Compute nonparametric bootstrap SEs for the same two quantities. For which statistic do the parametric and nonparametric SEs differ more? Explain why in terms of the parametric model’s influence on tail estimation.
Construct 95% percentile CIs for both quantities using both methods. Which CIs are narrower?
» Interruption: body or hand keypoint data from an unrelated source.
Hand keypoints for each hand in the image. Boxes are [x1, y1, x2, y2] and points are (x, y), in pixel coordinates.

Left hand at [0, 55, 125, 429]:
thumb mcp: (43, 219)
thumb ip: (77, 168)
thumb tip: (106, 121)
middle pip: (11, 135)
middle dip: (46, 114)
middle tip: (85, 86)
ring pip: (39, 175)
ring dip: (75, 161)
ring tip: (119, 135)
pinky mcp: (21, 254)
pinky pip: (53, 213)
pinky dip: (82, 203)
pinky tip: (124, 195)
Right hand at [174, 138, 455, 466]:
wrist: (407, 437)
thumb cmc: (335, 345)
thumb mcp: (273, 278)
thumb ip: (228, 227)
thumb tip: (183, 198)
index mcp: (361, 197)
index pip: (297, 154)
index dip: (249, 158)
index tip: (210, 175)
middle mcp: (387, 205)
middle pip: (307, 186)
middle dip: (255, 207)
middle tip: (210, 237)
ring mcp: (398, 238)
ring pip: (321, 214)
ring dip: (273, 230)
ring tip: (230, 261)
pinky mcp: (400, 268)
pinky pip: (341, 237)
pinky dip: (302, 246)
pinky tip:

Write a one-paragraph summary stating your point estimates, CIs, and which bootstrap method you recommend for this dataset.
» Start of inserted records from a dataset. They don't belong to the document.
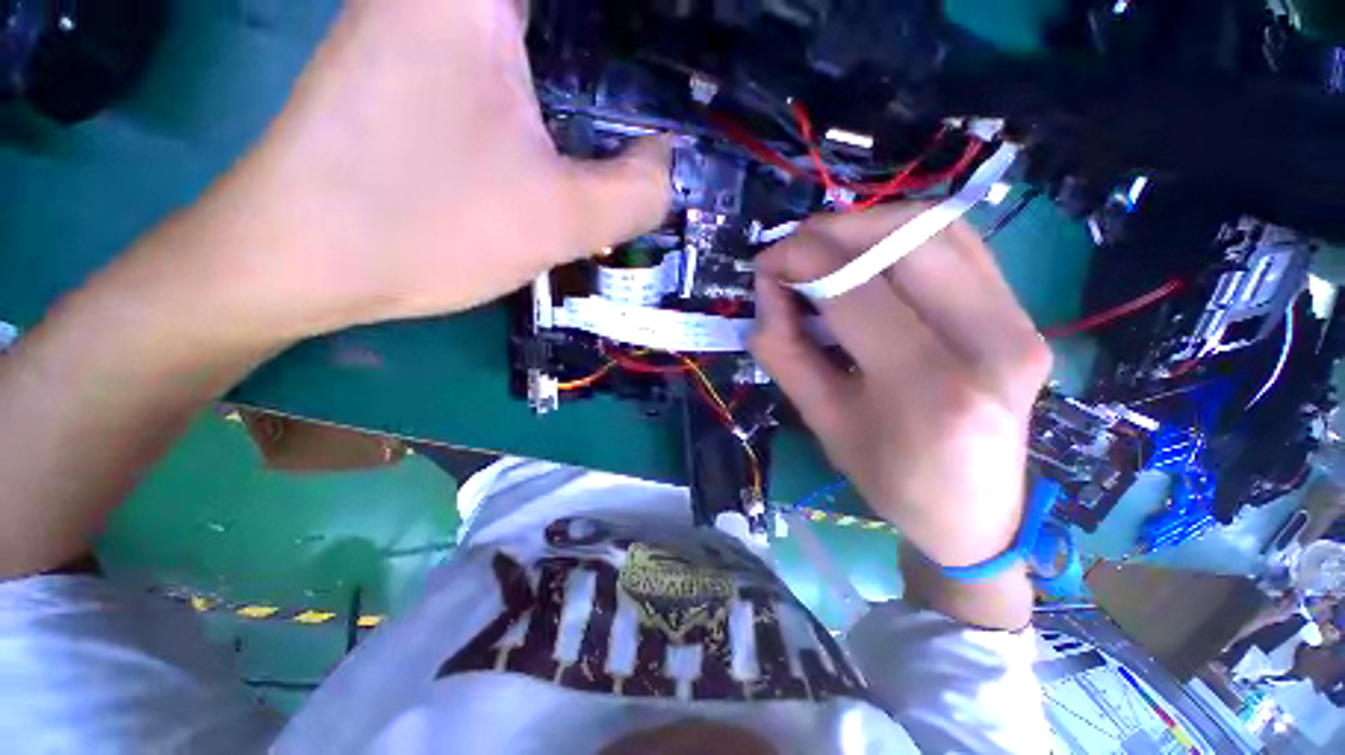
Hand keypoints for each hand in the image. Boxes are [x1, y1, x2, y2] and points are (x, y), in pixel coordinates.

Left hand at [152, 0, 668, 343]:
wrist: (297, 257)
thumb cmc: (424, 226)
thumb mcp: (559, 220)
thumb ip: (637, 192)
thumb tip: (665, 162)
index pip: (585, 10)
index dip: (642, 27)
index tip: (674, 48)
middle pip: (561, 21)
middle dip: (612, 50)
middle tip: (655, 92)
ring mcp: (423, 18)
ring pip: (530, 32)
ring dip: (580, 61)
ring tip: (620, 117)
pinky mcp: (413, 60)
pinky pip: (500, 49)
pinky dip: (544, 78)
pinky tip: (564, 120)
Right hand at [751, 206, 1050, 567]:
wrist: (975, 511)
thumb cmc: (888, 478)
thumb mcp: (819, 420)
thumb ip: (782, 349)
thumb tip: (769, 287)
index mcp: (925, 387)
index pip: (854, 288)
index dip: (800, 260)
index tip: (765, 265)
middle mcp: (987, 343)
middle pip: (904, 239)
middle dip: (831, 231)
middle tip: (791, 252)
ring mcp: (1020, 323)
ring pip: (937, 229)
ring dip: (867, 225)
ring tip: (825, 251)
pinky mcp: (1026, 315)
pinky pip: (960, 246)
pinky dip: (905, 236)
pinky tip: (873, 257)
Hint: A tail probability like \(P(X > 10)\) depends heavily on the fitted model’s right tail — this is where parametric assumptions have the most leverage.

Solution

import numpy as np
from scipy import stats
import matplotlib.pyplot as plt

rng = np.random.default_rng(2026)
n, B = 75, 5000
x = rng.gamma(3.0, 2.0, size=n)

# (a) Fit Gamma
shape_hat, _, scale_hat = stats.gamma.fit(x, floc=0)
print(f"Gamma MLE: shape={shape_hat:.3f}, scale={scale_hat:.3f}")

# (b) Diagnostics
fig, axes = plt.subplots(1, 2, figsize=(10, 4))
stats.probplot(x, dist=stats.gamma, sparams=(shape_hat, 0, scale_hat),
               plot=axes[0])
axes[0].set_title("Q-Q: Gamma fit")
axes[1].hist(x, bins=15, density=True, alpha=0.7, edgecolor='black')
xg = np.linspace(0, x.max()*1.1, 200)
axes[1].plot(xg, stats.gamma.pdf(xg, shape_hat, 0, scale_hat), 'r-', lw=2)
axes[1].set_title("Histogram with Gamma overlay")
plt.tight_layout()
plt.show()

ks = stats.kstest(x, 'gamma', args=(shape_hat, 0, scale_hat))
print(f"KS test: D={ks.statistic:.4f}, p={ks.pvalue:.4f}")
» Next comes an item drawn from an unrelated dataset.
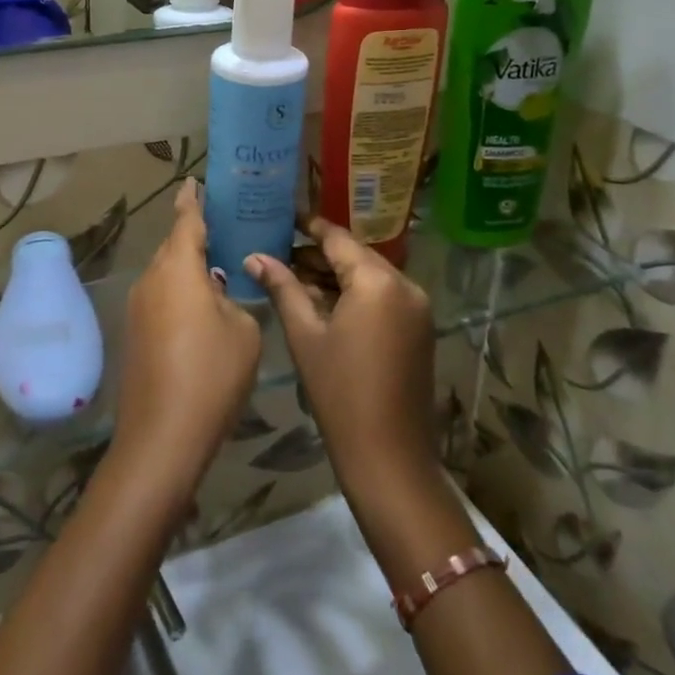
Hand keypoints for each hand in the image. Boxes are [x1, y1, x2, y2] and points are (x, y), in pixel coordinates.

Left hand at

# (c) Parametric bootstrap
mean_p = np.empty(B)
prob_p = np.empty(B)
for b in range(B):
    xs = rng.gamma(shape_hat, scale_hat, n)
    mean_p[b] = np.mean(xs)
    prob_p[b] = np.mean(xs > 10)

print(f"Mean: {np.mean(x):.3f} (SE={np.std(mean_p, ddof=1):.3f})")
print(f"P(X>10): {np.mean(x>10):.3f} (SE={np.std(prob_p, ddof=1):.3f})")

# (d) Nonparametric bootstrap
mean_np = np.array([np.mean(rng.choice(x, n, replace=True)) for _ in range(B)])
prob_np = np.array([np.mean(rng.choice(x, n, replace=True) > 10)
                    for _ in range(B)])

print(f"Parametric vs nonparametric SEs:")
print(f"  Mean: {np.std(mean_p, ddof=1):.3f} vs {np.std(mean_np, ddof=1):.3f}")
print(f"  P(X>10): {np.std(prob_p, ddof=1):.3f} vs {np.std(prob_np, ddof=1):.3f}")

# (e) 95% percentile CIs
for name, bp, bnp in [("Mean", mean_p, mean_np),
                        ("P(X>10)", prob_p, prob_np)]:
    ci_p = np.percentile(bp, [2.5, 97.5])
    ci_np = np.percentile(bnp, [2.5, 97.5])
    print(f"{name} — Para CI: ({ci_p[0]:.3f}, {ci_p[1]:.3f}), "
          f"Nonpara CI: ({ci_np[0]:.3f}, {ci_np[1]:.3f})")

Key insights:

The KS test passes (\(p \approx 0.96\)) and the Q-Q plot shows a good fit, confirming the Gamma model is adequate.
For the mean, parametric and nonparametric SEs are nearly identical — the mean is a smooth functional that is insensitive to model choice.
For \(P(X > 10)\), the parametric SE can be slightly smaller because the Gamma model smoothly interpolates the tail rather than relying on the sparse empirical tail. This is where parametric assumptions provide the most leverage.
The parametric CI for the mean is slightly narrower, and the two tail-probability CIs have essentially the same width — consistent with the modest efficiency gain from a correctly specified model. Since the diagnostics confirm the Gamma model fits well, the parametric bootstrap is recommended for this dataset.

Key Takeaways 📝

Core concept: Parametric bootstrap simulates from a fitted parametric model \(F_{\hat{\theta}}\) rather than resampling from the empirical distribution \(\hat{F}_n\).
Efficiency-robustness tradeoff: Parametric bootstrap is more efficient when the model is correct, but fails under misspecification; nonparametric bootstrap is robust but less efficient.
When to use parametric: Small samples with credible models, well-established parametric families, when efficiency matters, or when nonparametric methods encounter boundary issues.
Critical requirement: Always validate model assumptions through diagnostic plots and, when possible, compare to nonparametric results.
Outcome alignment: This section addresses LO 1 (simulation techniques) and LO 3 (resampling for CIs and variability assessment).